PROVIDED ENTRIES START
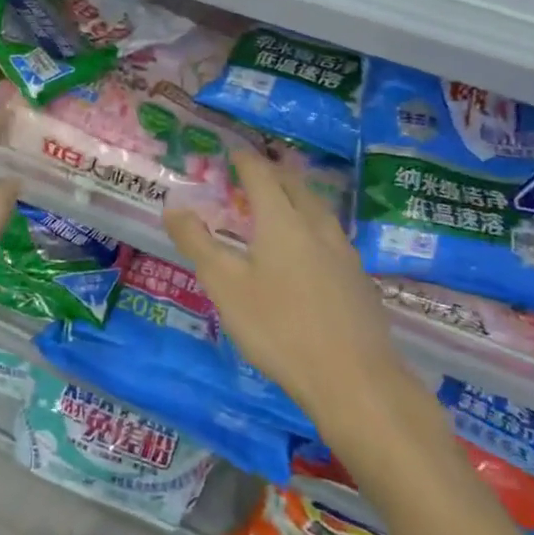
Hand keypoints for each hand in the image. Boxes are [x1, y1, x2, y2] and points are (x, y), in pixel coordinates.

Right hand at [164, 150, 410, 430]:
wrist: (356, 381)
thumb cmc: (280, 328)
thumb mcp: (225, 285)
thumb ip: (197, 242)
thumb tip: (174, 207)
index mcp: (282, 221)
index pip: (261, 176)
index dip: (245, 161)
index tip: (233, 153)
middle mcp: (317, 227)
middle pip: (295, 187)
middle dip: (274, 174)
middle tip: (255, 173)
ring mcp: (344, 254)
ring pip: (318, 211)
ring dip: (297, 198)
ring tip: (283, 204)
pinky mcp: (359, 281)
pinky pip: (331, 237)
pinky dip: (313, 227)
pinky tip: (310, 250)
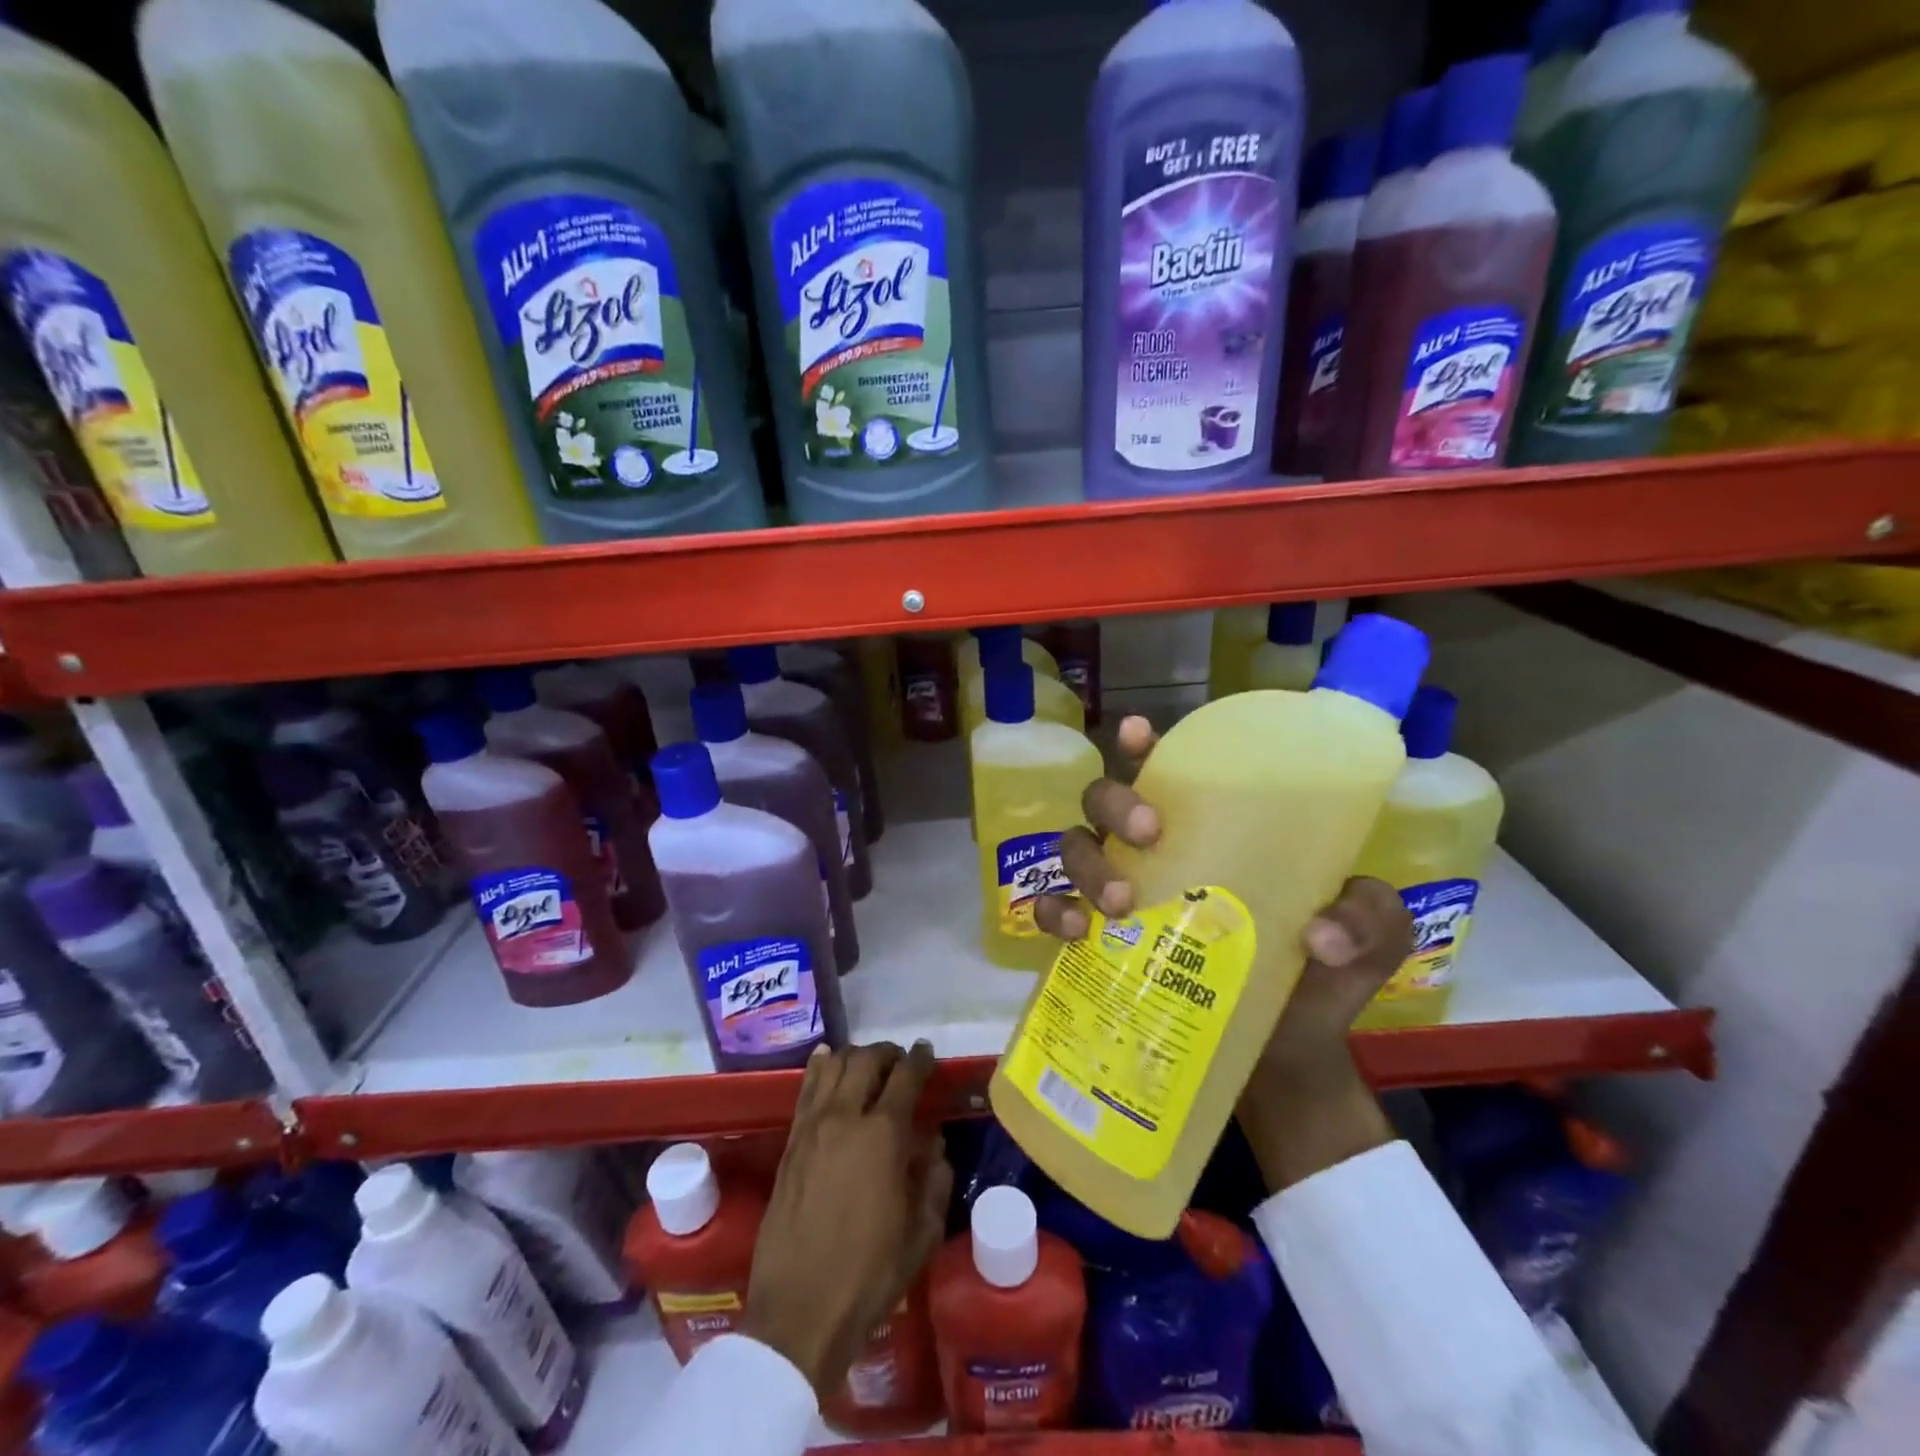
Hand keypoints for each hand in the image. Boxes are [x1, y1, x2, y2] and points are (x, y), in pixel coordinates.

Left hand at [744, 1042, 953, 1396]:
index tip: (927, 1052)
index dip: (920, 1059)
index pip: (906, 1077)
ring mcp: (812, 1127)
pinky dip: (821, 1067)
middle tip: (900, 1062)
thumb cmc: (869, 1276)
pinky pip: (806, 1088)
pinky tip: (827, 1061)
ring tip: (867, 1066)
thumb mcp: (921, 1234)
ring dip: (855, 1057)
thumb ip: (934, 1179)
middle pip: (866, 1060)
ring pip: (833, 1066)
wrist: (799, 1312)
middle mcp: (845, 1118)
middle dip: (887, 1053)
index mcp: (883, 1136)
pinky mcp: (789, 1143)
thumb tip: (933, 1142)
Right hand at [1033, 714, 1412, 1188]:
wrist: (1285, 1062)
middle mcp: (1155, 855)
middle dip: (1114, 803)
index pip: (1169, 773)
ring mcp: (1121, 897)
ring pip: (1075, 847)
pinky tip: (1074, 932)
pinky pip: (1054, 913)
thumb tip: (1320, 934)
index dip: (1142, 746)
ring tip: (1120, 903)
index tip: (1138, 734)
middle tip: (1148, 834)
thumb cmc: (1320, 982)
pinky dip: (1053, 913)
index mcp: (1213, 833)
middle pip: (1105, 800)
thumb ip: (1368, 919)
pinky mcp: (1098, 946)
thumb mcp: (1368, 940)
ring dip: (1087, 862)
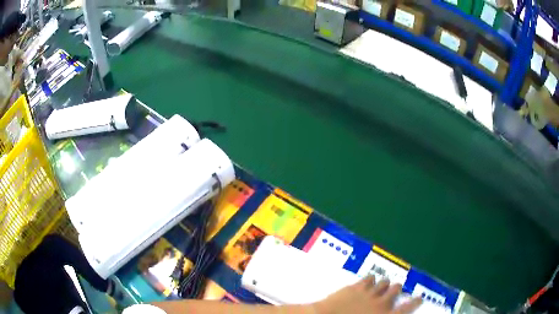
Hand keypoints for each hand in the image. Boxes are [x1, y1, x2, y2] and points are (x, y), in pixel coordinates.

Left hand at [314, 277, 421, 313]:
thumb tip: (392, 313)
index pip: (407, 308)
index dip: (415, 302)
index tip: (419, 297)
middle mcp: (381, 303)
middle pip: (396, 289)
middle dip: (396, 289)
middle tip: (394, 290)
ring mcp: (369, 293)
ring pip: (384, 282)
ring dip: (384, 283)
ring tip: (382, 285)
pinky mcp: (356, 287)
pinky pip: (369, 278)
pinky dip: (371, 279)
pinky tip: (369, 281)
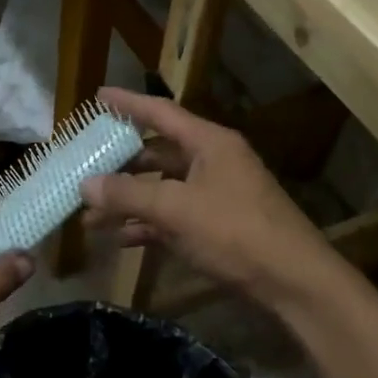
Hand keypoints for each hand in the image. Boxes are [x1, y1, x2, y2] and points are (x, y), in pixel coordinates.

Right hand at [79, 88, 335, 301]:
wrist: (292, 281)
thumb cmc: (235, 232)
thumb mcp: (176, 209)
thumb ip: (129, 194)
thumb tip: (86, 184)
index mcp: (209, 143)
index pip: (161, 113)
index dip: (128, 104)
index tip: (98, 96)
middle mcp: (213, 162)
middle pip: (158, 154)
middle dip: (120, 166)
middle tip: (85, 170)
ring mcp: (216, 195)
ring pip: (162, 189)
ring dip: (129, 201)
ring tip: (90, 216)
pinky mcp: (218, 226)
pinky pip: (174, 217)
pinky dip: (148, 225)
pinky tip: (122, 239)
PROVIDED ENTRIES END
▶ [TRY IT]: Your answer must be every line from the listing above that holds the string "Right".

▶ [SOLUTION FOR THIS PROBLEM]:
Right hand at [164, 150, 410, 430]:
Right hand at [1033, 714, 1412, 1188]:
Right hand at [79, 88, 335, 301]:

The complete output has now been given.